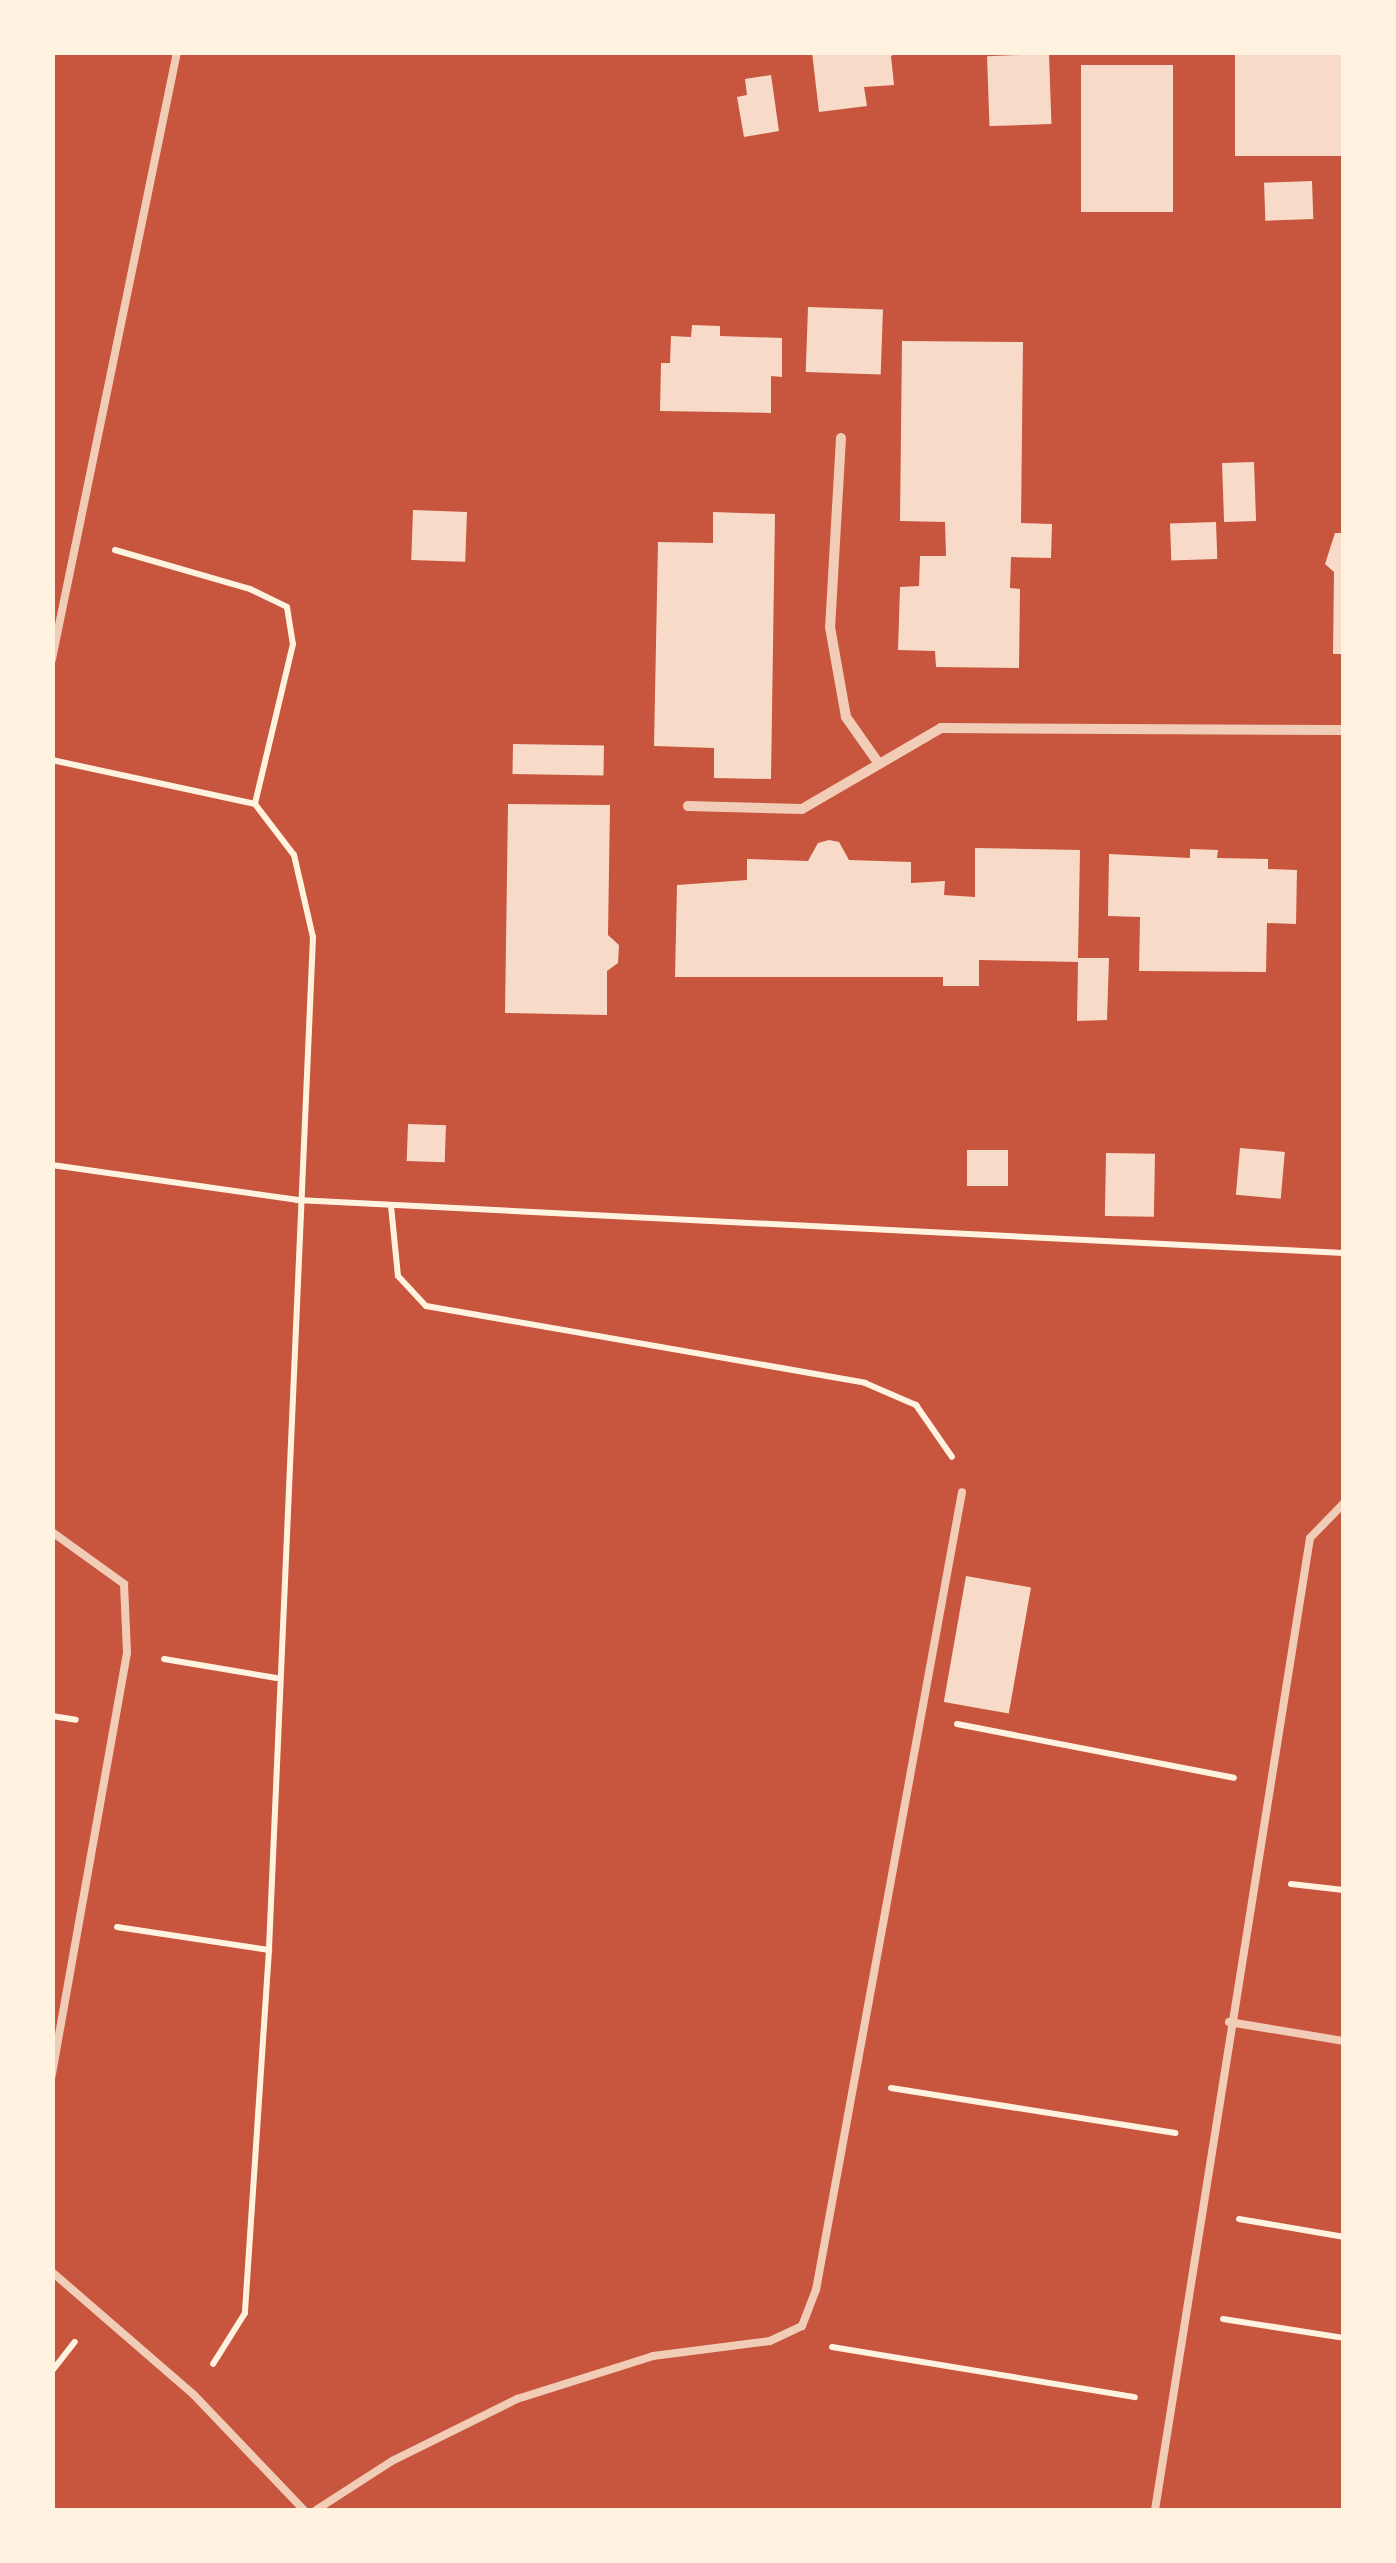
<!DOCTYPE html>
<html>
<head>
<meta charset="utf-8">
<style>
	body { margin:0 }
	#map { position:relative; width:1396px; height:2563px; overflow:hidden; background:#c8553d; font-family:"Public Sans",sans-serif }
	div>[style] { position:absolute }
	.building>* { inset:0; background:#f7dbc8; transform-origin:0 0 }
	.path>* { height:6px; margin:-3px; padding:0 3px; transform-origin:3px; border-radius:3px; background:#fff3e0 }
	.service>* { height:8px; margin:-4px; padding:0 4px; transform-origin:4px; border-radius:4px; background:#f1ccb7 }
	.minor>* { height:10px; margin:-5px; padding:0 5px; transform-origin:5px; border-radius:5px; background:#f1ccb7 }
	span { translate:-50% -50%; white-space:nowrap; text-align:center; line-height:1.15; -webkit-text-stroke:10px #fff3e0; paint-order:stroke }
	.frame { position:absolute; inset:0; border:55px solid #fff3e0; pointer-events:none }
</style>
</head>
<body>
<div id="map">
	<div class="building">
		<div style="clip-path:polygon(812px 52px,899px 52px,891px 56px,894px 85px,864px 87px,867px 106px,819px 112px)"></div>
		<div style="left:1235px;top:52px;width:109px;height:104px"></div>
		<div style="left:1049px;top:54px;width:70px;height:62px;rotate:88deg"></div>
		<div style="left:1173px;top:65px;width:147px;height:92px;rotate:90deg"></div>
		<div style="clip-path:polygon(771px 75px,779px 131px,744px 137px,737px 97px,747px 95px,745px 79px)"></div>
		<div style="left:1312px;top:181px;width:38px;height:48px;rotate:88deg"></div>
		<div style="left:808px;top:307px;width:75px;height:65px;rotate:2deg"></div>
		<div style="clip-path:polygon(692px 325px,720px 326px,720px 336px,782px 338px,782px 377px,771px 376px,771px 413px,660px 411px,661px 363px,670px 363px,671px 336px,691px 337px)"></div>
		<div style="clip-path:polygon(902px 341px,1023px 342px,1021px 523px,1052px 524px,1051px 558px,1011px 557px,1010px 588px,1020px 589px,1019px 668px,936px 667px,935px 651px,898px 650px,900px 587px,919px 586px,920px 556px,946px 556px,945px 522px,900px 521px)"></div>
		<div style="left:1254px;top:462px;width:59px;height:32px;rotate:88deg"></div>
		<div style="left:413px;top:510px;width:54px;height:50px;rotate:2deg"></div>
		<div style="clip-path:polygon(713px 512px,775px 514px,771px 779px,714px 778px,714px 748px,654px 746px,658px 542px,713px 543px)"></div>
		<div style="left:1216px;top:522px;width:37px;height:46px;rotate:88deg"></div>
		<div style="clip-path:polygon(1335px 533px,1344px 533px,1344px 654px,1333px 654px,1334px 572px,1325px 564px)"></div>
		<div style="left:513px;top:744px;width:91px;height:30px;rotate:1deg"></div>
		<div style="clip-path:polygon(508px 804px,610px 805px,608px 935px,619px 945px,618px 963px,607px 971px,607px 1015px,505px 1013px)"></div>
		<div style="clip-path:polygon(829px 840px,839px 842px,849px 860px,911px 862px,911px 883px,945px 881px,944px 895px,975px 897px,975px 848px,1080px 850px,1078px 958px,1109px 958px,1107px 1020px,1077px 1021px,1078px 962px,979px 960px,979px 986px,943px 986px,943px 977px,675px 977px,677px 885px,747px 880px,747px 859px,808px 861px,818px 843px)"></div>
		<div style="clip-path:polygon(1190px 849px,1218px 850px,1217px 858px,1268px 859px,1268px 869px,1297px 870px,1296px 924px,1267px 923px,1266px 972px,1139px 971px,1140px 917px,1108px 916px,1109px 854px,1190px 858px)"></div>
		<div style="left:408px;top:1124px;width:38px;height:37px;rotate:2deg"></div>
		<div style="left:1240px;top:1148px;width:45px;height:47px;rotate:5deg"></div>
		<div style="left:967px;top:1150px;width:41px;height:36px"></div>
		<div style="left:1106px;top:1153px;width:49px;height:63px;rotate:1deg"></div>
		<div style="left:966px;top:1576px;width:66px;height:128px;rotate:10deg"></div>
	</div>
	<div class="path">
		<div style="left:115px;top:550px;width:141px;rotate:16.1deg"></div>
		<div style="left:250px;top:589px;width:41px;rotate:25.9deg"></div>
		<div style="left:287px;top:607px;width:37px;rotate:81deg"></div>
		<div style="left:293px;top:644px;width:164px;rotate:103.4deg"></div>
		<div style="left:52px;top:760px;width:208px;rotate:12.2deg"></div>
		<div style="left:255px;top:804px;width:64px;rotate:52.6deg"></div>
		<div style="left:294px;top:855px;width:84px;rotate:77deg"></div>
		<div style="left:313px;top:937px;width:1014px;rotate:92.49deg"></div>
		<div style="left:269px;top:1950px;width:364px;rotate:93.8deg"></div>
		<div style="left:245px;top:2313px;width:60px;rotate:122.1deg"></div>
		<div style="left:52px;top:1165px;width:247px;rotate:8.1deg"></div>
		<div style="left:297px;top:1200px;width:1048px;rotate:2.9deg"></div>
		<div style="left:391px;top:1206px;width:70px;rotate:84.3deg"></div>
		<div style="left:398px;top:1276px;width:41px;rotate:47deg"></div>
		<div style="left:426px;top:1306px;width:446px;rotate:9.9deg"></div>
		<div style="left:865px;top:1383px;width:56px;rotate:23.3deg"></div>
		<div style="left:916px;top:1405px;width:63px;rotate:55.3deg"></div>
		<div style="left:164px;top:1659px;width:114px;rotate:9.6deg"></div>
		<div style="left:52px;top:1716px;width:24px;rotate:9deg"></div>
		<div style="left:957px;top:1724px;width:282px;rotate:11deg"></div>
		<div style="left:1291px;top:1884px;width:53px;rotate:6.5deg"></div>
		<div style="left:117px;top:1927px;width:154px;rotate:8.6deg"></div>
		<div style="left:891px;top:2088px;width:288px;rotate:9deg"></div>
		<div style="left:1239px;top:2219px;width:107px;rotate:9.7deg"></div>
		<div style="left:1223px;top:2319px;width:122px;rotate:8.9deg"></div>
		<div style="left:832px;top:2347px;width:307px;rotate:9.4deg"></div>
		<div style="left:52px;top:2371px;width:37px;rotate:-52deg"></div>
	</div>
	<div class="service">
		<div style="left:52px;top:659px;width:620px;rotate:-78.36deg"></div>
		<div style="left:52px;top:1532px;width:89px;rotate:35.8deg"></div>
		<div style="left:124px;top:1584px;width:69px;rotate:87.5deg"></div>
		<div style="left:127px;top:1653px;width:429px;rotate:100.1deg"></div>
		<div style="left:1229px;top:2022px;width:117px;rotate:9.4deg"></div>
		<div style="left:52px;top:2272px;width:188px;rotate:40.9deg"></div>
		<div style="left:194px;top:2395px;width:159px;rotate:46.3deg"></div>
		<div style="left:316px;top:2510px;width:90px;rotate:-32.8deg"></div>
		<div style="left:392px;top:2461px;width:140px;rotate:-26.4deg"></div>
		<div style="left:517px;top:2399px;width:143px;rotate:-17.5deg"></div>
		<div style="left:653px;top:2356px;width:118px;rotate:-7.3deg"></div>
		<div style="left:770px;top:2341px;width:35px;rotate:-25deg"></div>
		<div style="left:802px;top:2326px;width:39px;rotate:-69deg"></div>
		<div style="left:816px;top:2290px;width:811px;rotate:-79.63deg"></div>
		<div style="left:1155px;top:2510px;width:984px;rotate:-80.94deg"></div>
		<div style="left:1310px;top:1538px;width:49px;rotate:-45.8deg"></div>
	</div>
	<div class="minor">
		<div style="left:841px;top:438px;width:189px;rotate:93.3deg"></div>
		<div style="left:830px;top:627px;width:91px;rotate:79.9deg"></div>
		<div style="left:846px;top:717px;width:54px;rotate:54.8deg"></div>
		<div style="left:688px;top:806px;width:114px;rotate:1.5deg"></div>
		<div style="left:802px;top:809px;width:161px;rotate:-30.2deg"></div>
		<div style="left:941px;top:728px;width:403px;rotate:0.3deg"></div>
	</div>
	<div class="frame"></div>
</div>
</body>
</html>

+===+

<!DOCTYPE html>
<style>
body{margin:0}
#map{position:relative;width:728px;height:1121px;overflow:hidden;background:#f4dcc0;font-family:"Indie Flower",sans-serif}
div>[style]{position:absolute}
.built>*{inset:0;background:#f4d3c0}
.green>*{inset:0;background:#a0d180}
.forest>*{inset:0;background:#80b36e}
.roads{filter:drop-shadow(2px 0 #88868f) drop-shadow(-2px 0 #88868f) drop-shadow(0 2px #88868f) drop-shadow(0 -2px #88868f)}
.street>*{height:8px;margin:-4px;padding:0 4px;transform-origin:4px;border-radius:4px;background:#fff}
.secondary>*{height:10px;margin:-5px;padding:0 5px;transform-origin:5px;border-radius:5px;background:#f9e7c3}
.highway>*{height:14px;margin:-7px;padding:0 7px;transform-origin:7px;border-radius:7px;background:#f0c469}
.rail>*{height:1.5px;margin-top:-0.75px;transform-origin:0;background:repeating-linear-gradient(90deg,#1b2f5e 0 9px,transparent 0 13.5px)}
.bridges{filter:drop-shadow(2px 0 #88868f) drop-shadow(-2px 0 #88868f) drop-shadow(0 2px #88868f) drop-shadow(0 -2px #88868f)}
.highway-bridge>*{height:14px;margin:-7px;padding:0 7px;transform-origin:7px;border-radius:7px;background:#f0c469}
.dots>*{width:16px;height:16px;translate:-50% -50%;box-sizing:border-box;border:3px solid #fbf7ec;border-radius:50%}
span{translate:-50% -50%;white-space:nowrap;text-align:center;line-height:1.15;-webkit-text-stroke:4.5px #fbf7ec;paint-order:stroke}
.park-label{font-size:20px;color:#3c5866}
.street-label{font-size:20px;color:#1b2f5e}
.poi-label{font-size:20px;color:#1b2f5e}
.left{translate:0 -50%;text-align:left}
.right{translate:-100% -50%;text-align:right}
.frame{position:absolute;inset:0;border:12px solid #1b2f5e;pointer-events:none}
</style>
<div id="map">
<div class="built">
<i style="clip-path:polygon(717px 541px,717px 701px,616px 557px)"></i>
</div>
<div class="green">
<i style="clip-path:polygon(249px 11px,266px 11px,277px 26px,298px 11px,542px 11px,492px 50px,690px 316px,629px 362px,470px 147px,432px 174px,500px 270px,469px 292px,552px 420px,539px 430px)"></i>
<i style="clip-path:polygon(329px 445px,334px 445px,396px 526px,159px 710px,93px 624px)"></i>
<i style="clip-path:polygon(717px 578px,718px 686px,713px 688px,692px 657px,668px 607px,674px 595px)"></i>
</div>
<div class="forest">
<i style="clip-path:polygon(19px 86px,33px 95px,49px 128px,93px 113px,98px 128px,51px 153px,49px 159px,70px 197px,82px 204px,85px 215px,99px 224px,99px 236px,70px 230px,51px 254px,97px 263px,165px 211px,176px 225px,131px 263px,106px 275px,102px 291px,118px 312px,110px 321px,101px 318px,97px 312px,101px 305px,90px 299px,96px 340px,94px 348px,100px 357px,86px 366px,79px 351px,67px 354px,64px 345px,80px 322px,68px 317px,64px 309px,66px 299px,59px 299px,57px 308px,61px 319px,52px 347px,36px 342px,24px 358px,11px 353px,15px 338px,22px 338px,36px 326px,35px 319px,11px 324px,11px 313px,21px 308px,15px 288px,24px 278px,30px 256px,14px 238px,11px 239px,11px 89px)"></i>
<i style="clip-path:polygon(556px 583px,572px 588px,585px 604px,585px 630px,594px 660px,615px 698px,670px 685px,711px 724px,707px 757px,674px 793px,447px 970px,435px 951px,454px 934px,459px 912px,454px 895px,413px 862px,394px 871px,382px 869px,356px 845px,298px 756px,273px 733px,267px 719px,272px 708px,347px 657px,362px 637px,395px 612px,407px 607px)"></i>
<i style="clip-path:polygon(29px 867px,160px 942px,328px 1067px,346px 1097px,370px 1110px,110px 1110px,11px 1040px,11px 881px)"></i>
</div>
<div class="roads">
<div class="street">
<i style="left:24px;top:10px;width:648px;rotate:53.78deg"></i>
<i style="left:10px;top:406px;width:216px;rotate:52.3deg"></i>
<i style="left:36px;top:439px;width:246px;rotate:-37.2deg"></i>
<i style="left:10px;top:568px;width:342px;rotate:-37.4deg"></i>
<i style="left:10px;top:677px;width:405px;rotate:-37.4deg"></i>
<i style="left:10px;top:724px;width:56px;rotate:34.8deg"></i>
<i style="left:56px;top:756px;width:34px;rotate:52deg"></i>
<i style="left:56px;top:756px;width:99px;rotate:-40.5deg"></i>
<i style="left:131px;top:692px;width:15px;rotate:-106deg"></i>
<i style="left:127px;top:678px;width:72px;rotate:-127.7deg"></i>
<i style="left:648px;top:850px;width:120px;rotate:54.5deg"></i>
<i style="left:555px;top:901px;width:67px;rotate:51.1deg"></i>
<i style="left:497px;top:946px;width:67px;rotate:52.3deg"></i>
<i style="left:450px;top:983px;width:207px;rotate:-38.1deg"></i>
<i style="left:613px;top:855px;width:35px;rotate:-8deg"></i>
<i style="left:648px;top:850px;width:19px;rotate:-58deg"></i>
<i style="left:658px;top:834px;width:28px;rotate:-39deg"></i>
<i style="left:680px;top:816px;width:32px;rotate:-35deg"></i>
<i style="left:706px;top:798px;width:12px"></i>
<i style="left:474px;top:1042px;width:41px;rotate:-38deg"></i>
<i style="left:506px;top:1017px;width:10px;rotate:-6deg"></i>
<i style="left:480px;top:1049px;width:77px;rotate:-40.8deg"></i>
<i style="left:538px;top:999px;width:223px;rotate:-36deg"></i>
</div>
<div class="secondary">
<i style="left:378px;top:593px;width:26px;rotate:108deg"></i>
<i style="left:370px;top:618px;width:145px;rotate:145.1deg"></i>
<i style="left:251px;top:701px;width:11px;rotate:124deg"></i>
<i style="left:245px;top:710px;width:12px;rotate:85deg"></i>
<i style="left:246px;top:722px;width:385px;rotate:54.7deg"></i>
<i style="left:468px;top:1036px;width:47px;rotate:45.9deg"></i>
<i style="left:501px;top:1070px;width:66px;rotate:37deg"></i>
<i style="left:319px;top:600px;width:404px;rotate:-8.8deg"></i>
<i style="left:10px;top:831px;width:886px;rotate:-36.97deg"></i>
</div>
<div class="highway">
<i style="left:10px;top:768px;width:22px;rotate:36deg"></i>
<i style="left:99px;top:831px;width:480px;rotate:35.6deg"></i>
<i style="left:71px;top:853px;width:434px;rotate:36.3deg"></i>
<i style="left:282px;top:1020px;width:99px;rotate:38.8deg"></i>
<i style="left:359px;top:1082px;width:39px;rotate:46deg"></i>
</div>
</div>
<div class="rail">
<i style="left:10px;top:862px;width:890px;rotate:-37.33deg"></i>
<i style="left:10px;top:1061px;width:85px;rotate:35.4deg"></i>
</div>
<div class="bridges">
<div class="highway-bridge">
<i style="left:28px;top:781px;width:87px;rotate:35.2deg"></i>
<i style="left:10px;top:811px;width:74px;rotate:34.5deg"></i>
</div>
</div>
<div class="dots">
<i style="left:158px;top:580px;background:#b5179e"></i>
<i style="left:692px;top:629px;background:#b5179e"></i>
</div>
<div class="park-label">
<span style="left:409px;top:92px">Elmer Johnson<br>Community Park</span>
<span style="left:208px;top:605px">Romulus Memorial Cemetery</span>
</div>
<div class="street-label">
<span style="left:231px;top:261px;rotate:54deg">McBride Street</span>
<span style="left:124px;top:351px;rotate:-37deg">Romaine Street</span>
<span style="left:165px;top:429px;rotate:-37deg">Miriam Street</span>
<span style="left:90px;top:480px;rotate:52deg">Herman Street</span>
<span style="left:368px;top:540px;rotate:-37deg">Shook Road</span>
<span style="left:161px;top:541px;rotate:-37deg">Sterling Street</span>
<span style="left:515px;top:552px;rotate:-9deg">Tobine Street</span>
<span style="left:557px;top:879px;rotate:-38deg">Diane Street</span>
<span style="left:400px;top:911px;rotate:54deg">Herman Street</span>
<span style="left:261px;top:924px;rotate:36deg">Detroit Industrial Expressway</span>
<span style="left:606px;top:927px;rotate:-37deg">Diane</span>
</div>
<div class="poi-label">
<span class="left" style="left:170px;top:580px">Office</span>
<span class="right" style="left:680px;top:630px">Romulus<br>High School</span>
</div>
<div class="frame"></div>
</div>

+===+

→ Problem statement
Out of the records above, pull the lines that include the word "family".

→ Answer to this problem
	#map { position:relative; width:1396px; height:2563px; overflow:hidden; background:#c8553d; font-family:"Public Sans",sans-serif }
#map{position:relative;width:728px;height:1121px;overflow:hidden;background:#f4dcc0;font-family:"Indie Flower",sans-serif}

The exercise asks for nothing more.